Records contained in a dataset
★ ★ ★ ★
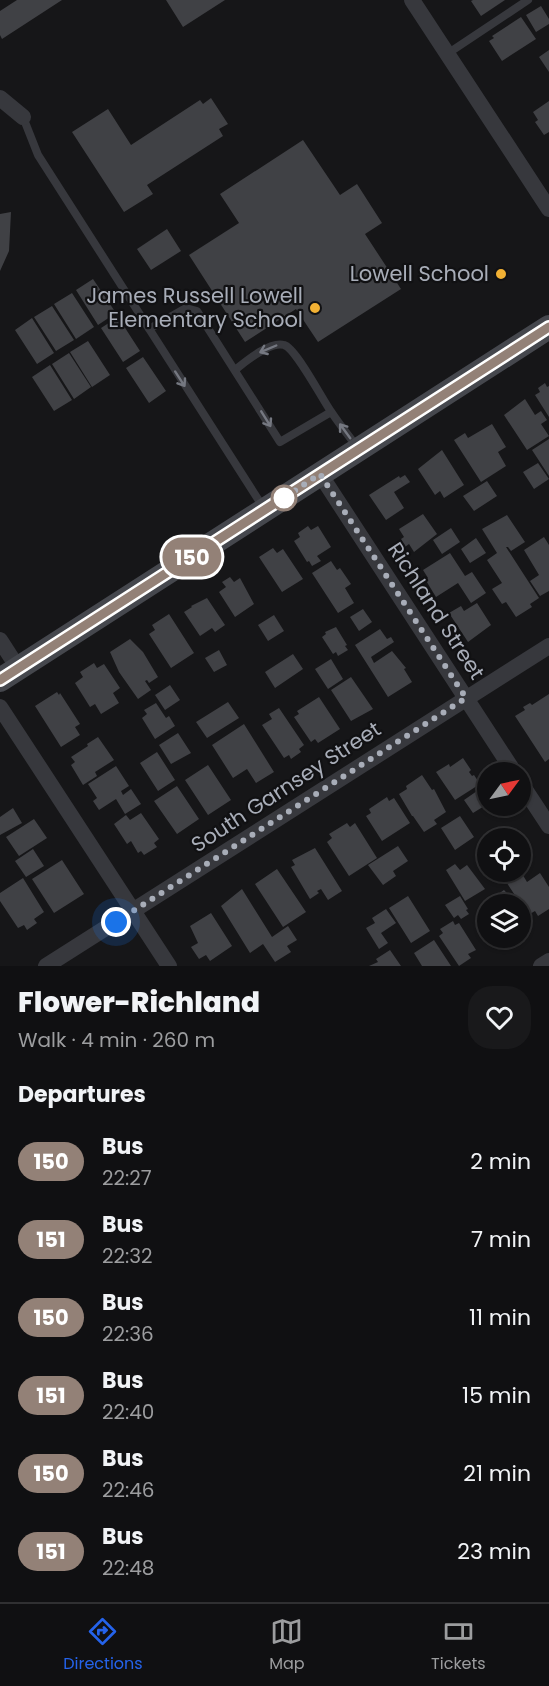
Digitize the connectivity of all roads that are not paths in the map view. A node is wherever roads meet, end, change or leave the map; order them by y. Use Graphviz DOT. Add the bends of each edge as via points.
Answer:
graph roads {
  1 [pos="412,0"];
  2 [pos="528,0"];
  3 [pos="447,54"];
  4 [pos="0,98"];
  5 [pos="24,117"];
  6 [pos="549,209"];
  7 [pos="549,327"];
  8 [pos="149,329"];
  9 [pos="235,370"];
  10 [pos="332,412"];
  11 [pos="359,450"];
  12 [pos="320,474"];
  13 [pos="265,510"];
  14 [pos="0,640"];
  15 [pos="549,646"];
  16 [pos="9,674"];
  17 [pos="466,698"];
  18 [pos="0,707"];
  19 [pos="508,762"];
  20 [pos="531,799"];
  21 [pos="549,826"];
  22 [pos="133,911"];
  23 [pos="549,961"];
  24 [pos="46,966"];
  25 [pos="169,966"];
  26 [pos="541,966"];
  1 -- 3 [label="street"];
  2 -- 3 [label="lane"];
  3 -- 6 [label="street"];
  4 -- 5 [label="street"];
  5 -- 8 [label="lane" via="38,155"];
  7 -- 11 [label="street"];
  8 -- 9 [label="lane" via="186,308 197,311"];
  8 -- 13 [label="lane, one-way"];
  10 -- 9 [label="lane, one-way" via="285,345 274,345"];
  9 -- 10 [label="lane, one-way" via="280,442"];
  11 -- 10 [label="lane, one-way"];
  11 -- 12 [label="street"];
  12 -- 13 [label="street"];
  12 -- 17 [label="street, Richland Street"];
  13 -- 16 [label="street"];
  14 -- 16 [label="street"];
  15 -- 17 [label="street, South Garnsey Street"];
  17 -- 19 [label="street, Richland Street"];
  17 -- 22 [label="street, South Garnsey Street"];
  18 -- 22 [label="street"];
  20 -- 21 [label="street"];
  22 -- 24 [label="street, South Garnsey Street"];
  22 -- 25 [label="street"];
  23 -- 26 [label="street"];
}
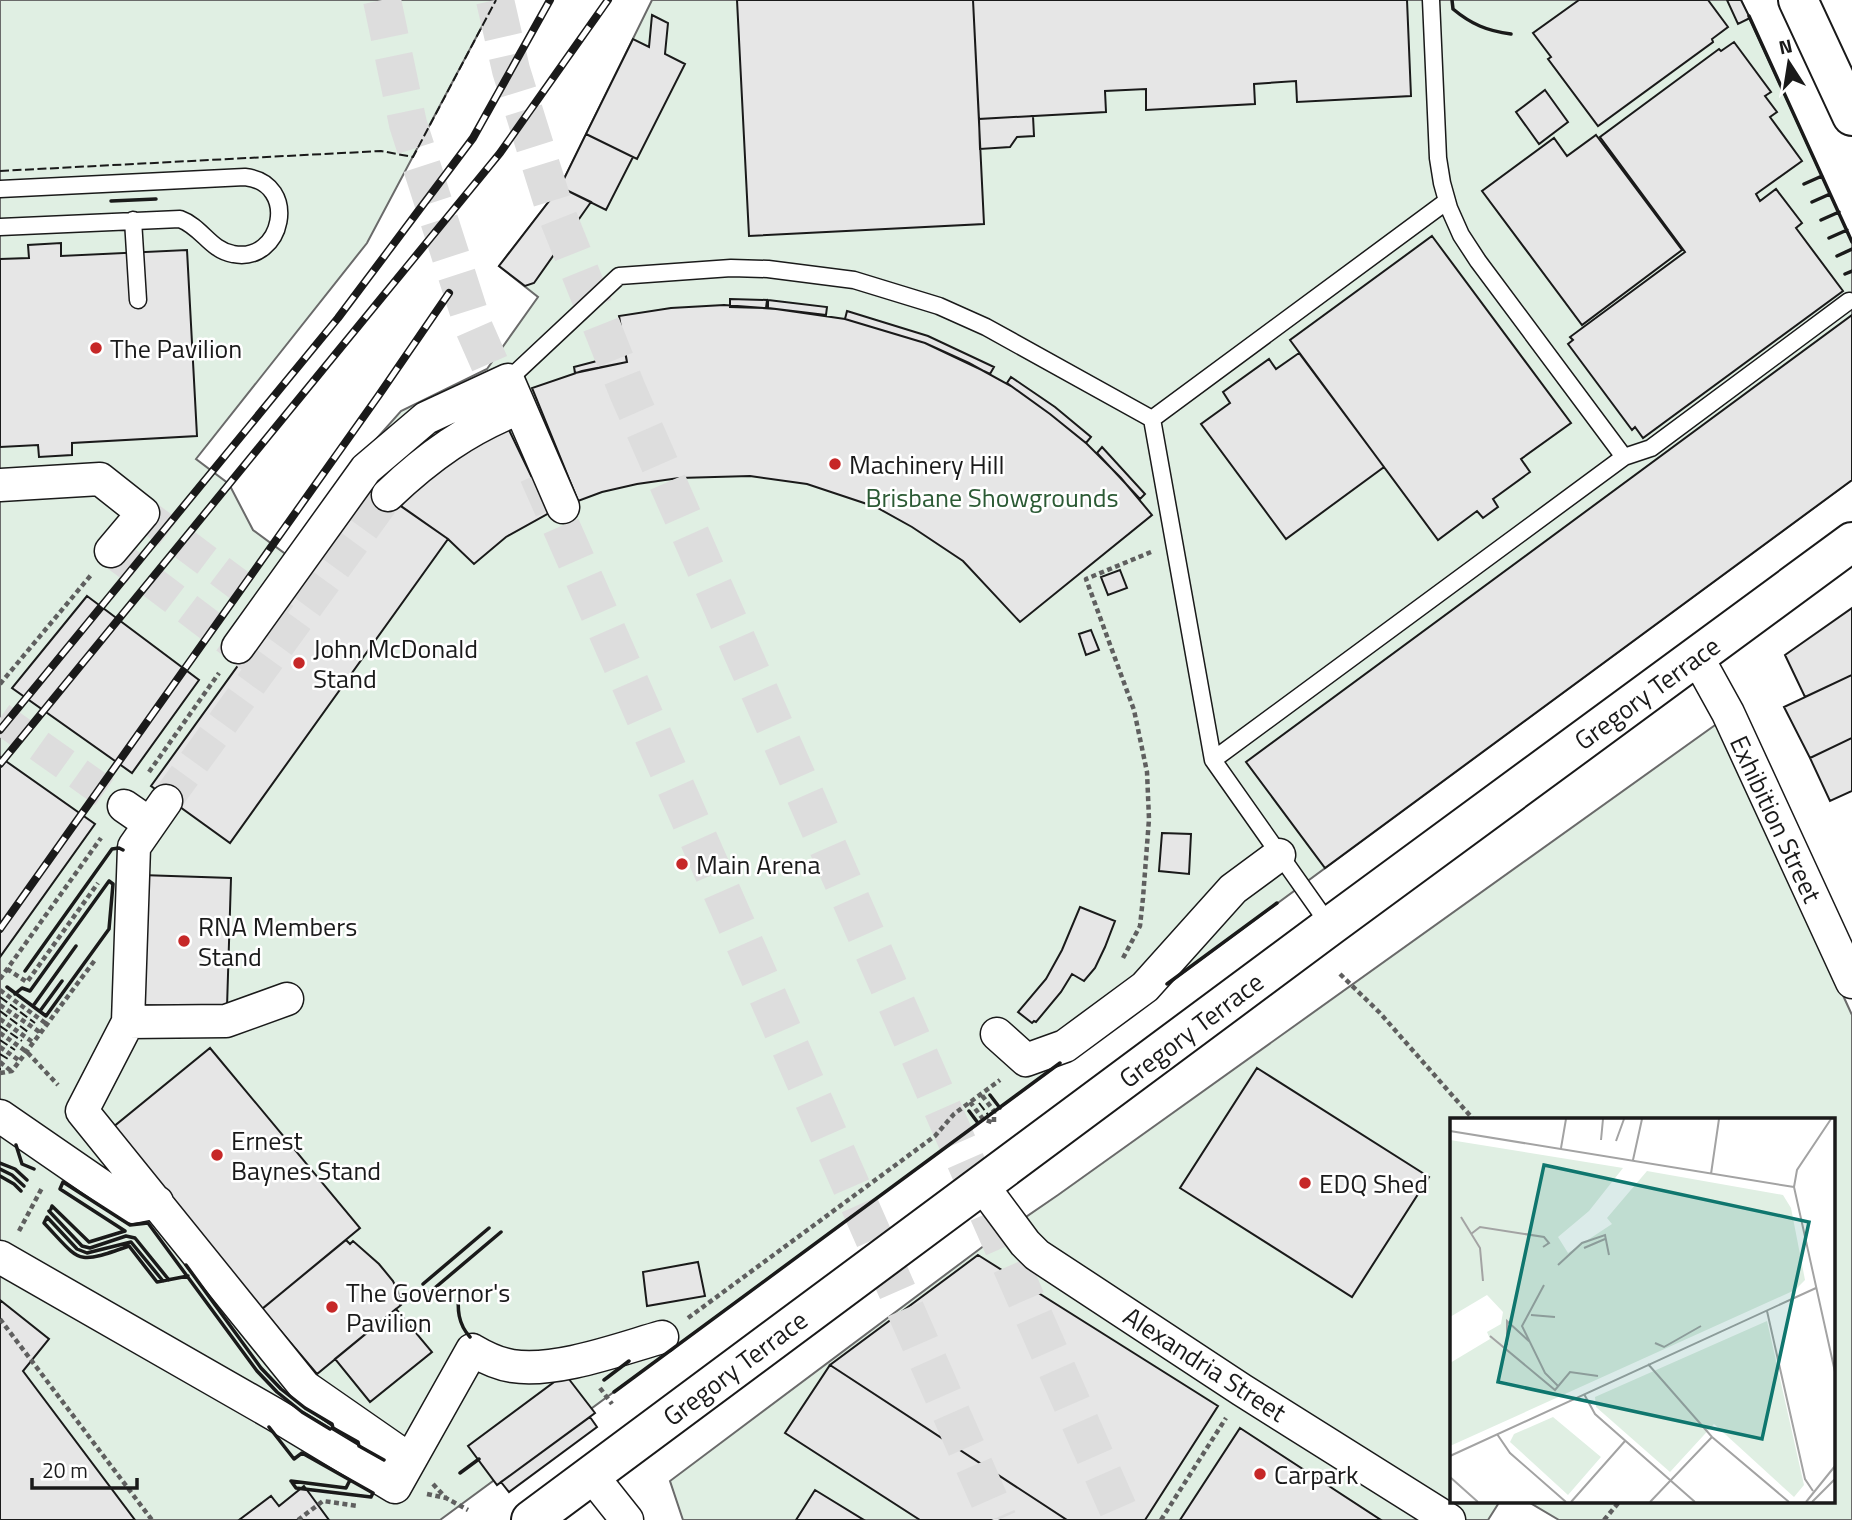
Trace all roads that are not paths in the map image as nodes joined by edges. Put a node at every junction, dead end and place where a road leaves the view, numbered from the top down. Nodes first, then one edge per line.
1 (1430, 0) edge
2 (1798, 0) edge
3 (1852, 116) edge
4 (0, 189) edge
5 (1447, 201) junction
6 (133, 220) junction
7 (0, 227) edge
8 (138, 300) dead end
9 (1850, 301) dead end
10 (508, 380) junction
11 (520, 408) junction
12 (1152, 419) junction
13 (1624, 457) junction
14 (0, 485) edge
15 (388, 495) tunnel mouth
16 (563, 507) dead end
17 (1852, 542) edge
18 (111, 551) road end
19 (238, 647) dead end
20 (1698, 657) junction
21 (1213, 760) junction
22 (124, 806) tunnel mouth
23 (1279, 855) junction
24 (1330, 926) junction
25 (1852, 982) edge
26 (287, 999) dead end
27 (128, 1022) junction
28 (997, 1034) dead end
29 (0, 1116) edge
30 (982, 1185) junction
31 (157, 1202) junction
32 (2, 1252) edge
33 (662, 1337) road end
34 (410, 1460) junction
35 (592, 1476) junction
36 (531, 1520) edge
37 (627, 1520) edge
38 (1449, 1520) edge

1 - 5 lane
2 - 3 main road
4 - 6 lane
5 - 12 lane
5 - 13 lane
6 - 7 lane
6 - 8 lane
9 - 13 lane
10 - 11 street
10 - 12 lane
10 - 19 street
11 - 15 street
11 - 16 street
12 - 21 lane
13 - 21 lane
14 - 18 street
17 - 20 main road, Gregory Terrace
20 - 24 main road, Gregory Terrace
20 - 25 street, Exhibition Street
21 - 23 lane
22 - 27 street
23 - 24 lane
23 - 28 street
24 - 30 main road, Gregory Terrace
26 - 27 street
27 - 31 street
29 - 31 street
30 - 35 main road, Gregory Terrace
30 - 38 street, Alexandria Street
31 - 34 street
32 - 34 street
33 - 34 street
35 - 36 main road, Gregory Terrace
35 - 37 street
★ ★ ★ ★
**EXERCISE DESCRIPTION**
In the records above, find every line with the word "Richland" and copy it.

**OUTPUT**
  12 -- 17 [label="street, Richland Street"];
  17 -- 19 [label="street, Richland Street"];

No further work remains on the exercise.